Figure 3.

Characterization of clinical allogeneic PyVST products derived from matched healthy donors.

Peripheral blood mononuclear cells from healthy related donors were isolated from the apheresis product, stimulated with BK virus LT and VP1 pepmixes and expanded in G-rex tissue culture containers for 14 days. Upon harvest, as part of the release criteria, the resulting PyVST were enumerated, analyzed for identity, cellular content, and viability. Additionally, antiviral potency was assessed, measured by cytokine release. A. Expansion of PyVST cells as measured by absolute number of viable nucleated cells (left panel) and fold expansion relative to day 0 from the initiation of the culture (right panel). B. Composition and viability of the final PyVST products was evaluated by flow cytometry and trypan blue exclusion (respectively) on harvest (day 14 from the culture initiation).

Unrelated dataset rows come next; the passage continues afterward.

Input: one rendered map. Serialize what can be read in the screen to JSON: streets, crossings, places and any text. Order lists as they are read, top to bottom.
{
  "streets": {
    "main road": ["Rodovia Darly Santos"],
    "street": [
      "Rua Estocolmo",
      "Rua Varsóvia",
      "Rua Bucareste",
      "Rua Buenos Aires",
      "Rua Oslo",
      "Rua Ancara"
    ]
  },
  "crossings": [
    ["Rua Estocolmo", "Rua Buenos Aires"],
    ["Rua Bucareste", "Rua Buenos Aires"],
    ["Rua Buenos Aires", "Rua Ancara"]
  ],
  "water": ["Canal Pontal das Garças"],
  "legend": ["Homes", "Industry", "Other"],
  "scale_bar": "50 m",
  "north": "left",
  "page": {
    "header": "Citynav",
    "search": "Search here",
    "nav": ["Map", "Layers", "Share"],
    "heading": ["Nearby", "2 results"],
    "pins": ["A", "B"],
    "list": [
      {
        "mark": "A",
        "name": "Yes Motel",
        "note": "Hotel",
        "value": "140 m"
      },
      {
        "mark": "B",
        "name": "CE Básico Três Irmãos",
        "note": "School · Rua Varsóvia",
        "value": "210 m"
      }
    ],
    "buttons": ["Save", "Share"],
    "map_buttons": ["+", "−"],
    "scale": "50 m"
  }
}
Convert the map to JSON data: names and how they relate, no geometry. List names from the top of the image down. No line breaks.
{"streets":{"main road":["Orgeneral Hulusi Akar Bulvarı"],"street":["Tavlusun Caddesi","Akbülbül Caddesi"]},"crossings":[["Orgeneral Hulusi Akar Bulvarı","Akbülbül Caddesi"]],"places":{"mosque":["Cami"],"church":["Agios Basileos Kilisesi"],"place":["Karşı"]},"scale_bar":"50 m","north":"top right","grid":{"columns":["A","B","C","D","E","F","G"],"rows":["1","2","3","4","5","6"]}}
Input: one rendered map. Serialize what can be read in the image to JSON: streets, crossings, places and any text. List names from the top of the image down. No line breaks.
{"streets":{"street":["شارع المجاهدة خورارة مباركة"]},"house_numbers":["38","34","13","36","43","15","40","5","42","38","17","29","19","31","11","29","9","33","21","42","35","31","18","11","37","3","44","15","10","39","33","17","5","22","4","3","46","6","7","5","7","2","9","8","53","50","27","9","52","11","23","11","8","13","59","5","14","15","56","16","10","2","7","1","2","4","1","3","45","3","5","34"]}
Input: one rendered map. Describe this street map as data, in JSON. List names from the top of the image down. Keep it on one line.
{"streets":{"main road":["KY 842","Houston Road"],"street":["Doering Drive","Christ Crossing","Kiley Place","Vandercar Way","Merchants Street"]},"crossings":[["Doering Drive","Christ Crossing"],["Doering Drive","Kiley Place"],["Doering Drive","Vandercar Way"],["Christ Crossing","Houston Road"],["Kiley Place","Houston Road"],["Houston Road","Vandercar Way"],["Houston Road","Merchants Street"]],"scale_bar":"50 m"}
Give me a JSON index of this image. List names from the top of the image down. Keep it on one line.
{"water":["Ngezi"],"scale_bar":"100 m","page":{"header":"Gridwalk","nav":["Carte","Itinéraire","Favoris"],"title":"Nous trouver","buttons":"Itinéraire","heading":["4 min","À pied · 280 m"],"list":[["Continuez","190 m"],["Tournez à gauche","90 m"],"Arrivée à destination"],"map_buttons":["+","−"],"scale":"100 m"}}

C. Antiviral activity of the final PyVST products in the viable CD3⁺, CD4⁺, and CD8⁺ T cell compartments was measured by intracellular staining for TNF-α and IFN-γ upon 6hr restimulation with BK virus LT and/or VP1 pepmixes in presence of brefeldin A and monesin using flow cytometry (infused products only shown). Unrelated pepmix was used as negative control.